Returns a Module object, which can be used to instantiate and interact with the class remotely.

The behavior of Modules (and subclasses thereof) is as follows:
  • Any callable public method of the module is intercepted and executed remotely over rpc, with exception of certain functions Python doesn’t make interceptable (e.g. __call__, __init__), and methods of the Module class (e.g. to, fetch, etc.). Properties and private methods are not intercepted, and will be executed locally.

  • Any method which executes remotely may be called normally, e.g. model.forward(x), or asynchronously, e.g. key = model.forward.run(x) (which returns a key to retrieve the result with cluster.get(key)), or with run_obj = model.train.remote(x), which runs synchronously but returns a remote object to avoid passing heavy results back over the network.

  • Setting attributes, both public and private, will be executed remotely, with the new values only being set in the remote module and not the local one. This excludes any methods or attribtes of the Module class proper (e.g. system or name), which will be set locally.

  • Attributes, private properties can be fetched with the remote property, and the full resource can be fetched using .fetch(), e.g. model.remote.weights, model.remote.__dict__, model.fetch().

  • When a module is sent to a cluster, it’s public attribtes are serialized, sent over, and repopulated in the remote instance. This means that any changes to the module’s attributes will not be reflected in the remote

Parameters:
  • cls – The class to instantiate.

  • name (Optional[str], optional) – Name to give the module object, to be reused later on. (Default: None)

  • load_from_den (bool, optional) – Whether to try loading the module from Den. (Default: True)

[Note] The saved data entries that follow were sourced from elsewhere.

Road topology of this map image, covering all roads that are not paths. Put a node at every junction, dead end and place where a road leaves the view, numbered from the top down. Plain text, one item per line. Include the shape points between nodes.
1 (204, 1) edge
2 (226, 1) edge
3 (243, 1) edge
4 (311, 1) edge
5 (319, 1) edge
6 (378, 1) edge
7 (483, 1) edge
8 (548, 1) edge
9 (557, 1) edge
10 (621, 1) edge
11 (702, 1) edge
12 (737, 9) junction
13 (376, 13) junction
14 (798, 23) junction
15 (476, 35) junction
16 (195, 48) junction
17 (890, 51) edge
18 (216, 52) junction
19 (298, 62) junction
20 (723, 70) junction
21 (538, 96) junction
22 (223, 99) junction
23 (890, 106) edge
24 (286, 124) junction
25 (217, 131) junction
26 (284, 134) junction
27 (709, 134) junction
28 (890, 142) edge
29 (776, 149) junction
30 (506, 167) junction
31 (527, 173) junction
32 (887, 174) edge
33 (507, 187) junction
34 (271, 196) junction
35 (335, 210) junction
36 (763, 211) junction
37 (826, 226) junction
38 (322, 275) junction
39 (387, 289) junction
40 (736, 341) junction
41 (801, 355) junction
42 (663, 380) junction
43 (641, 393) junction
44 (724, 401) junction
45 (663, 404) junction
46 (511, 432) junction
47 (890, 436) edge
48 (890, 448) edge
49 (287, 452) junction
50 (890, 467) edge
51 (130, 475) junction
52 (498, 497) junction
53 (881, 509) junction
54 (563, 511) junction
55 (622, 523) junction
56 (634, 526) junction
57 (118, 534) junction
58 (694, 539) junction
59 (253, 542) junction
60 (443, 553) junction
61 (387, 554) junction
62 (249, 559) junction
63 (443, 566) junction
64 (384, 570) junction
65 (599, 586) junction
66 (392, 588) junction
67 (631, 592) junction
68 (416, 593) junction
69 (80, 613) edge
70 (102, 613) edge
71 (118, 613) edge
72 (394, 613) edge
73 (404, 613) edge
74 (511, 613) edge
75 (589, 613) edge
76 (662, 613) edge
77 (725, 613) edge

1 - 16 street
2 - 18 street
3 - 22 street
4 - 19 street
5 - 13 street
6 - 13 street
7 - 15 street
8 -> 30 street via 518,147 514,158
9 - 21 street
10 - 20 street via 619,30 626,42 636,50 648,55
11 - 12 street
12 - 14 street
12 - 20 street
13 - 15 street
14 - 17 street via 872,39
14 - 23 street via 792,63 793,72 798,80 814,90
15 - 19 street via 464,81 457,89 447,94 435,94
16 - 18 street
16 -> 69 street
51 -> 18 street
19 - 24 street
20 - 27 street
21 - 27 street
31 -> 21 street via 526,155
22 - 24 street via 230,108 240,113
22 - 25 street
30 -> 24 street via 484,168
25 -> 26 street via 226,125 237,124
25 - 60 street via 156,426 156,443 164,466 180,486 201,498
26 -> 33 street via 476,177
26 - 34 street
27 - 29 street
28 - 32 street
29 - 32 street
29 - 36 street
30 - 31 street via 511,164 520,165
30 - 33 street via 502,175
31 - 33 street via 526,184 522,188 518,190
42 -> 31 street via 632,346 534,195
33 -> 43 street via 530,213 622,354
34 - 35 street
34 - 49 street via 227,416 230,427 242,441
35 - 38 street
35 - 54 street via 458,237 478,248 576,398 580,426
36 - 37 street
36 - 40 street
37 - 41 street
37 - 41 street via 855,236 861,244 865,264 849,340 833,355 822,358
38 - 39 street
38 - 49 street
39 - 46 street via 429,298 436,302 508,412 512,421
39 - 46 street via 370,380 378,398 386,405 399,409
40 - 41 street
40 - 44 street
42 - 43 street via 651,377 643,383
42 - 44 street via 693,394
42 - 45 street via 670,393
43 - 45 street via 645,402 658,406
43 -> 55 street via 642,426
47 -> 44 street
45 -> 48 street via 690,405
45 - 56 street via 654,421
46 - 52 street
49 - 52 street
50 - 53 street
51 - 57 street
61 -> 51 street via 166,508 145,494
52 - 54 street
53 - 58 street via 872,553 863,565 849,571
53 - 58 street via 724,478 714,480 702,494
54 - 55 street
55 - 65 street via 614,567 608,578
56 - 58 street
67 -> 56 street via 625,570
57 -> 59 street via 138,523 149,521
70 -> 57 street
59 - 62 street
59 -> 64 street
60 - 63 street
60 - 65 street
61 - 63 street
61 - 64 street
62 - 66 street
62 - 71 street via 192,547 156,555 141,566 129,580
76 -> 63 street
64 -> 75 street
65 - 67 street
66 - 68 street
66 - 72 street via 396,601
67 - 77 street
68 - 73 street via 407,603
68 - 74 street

  • dryrun (bool, optional) – Whether to create the Module if it doesn’t exist, or load a Module object as a dryrun. (Default: False)

Returns:

The resulting module.

Return type:

Module

Example - creating a module by defining an rh.Module subclass:
>>> import runhouse as rh >>> import transformers >>> >>> # Sample rh.Module class >>> class Model(rh.Module): >>> def __init__(self, model_id, device="cpu"): >>> # Note that the code here will be run in your local environment prior to being sent to >>> # to a cluster. For loading large models/datasets that are only meant to be used remotely, >>> # we recommend using lazy initialization (see tokenizer and model attributes below). >>> super().__init__() >>> self.model_id = model_id >>> self.device = device >>> >>> @property >>> def tokenizer(self): >>> # Lazily initialize the tokenizer remotely only when it is needed >>> if not hasattr(self, '_tokenizer'): >>> self._tokenizer = transformers.AutoTokenizer.from_pretrained(self.model_id) >>> return self._tokenizer >>> >>> @property >>> def model(self): >>> if not hasattr(self, '_model'): >>> self._model = transformers.AutoModel.from_pretrained(self.model_id).to(self.device) >>> return self._model >>> >>> def predict(self, x): >>> x = self.tokenizer(x, return_tensors="pt") >>> return self.model(x)
>>> # Creating rh.Module instance >>> model = Model(model_id="bert-base-uncased", device="cuda") >>> model = model.to(system="my_gpu") >>> model.predict("Hello world!") # Runs on system in process >>> tok = model.remote.tokenizer # Returns remote tokenizer >>> id = model.local.model_id # Returns local model_id, if any >>> model_id = model.model_id # Returns local model_id (not remote) >>> model.fetch() # Returns full remote module, including model and tokenizer >>>
Example - creating a Module from an existing class, via the rh.module() factory method:
>>> other_model = Model(model_id="bert-base-uncased", device="cuda").to("my_gpu", "my_process") >>> >>> # Another method: Create a module instance from an existing non-Module class using rh.module() >>> RemoteModel = rh.module(cls=BERTModel).to("my_gpu", "my_process") >>> remote_model = RemoteModel(model_id="bert-base-uncased", device="cuda").to(system="my_gpu") >>> remote_model.predict("Hello world!") # Runs on system in process >>> >>> # You can also call remote class methods >>> other_model = RemoteModel.get_model_size("bert-base-uncased")
>>> # Loading a module >>> my_local_module = rh.module(name="~/my_module") >>> my_s3_module = rh.module(name="@/my_module")

Module Class

class runhouse.Module(pointers: Tuple | None = None, signature: dict | None = None, endpoint: str | None = None, name: str | None = None, system: str | Cluster | None = None, dryrun: bool = False, **kwargs)[source]
__init__(pointers: Tuple | None = None, signature: dict | None = None, endpoint: str | None = None, name: str | None = None, system: str | Cluster | None = None, dryrun: bool = False, **kwargs)[source]

Runhouse Module object.

Note

To create a Module, please use the factory method module().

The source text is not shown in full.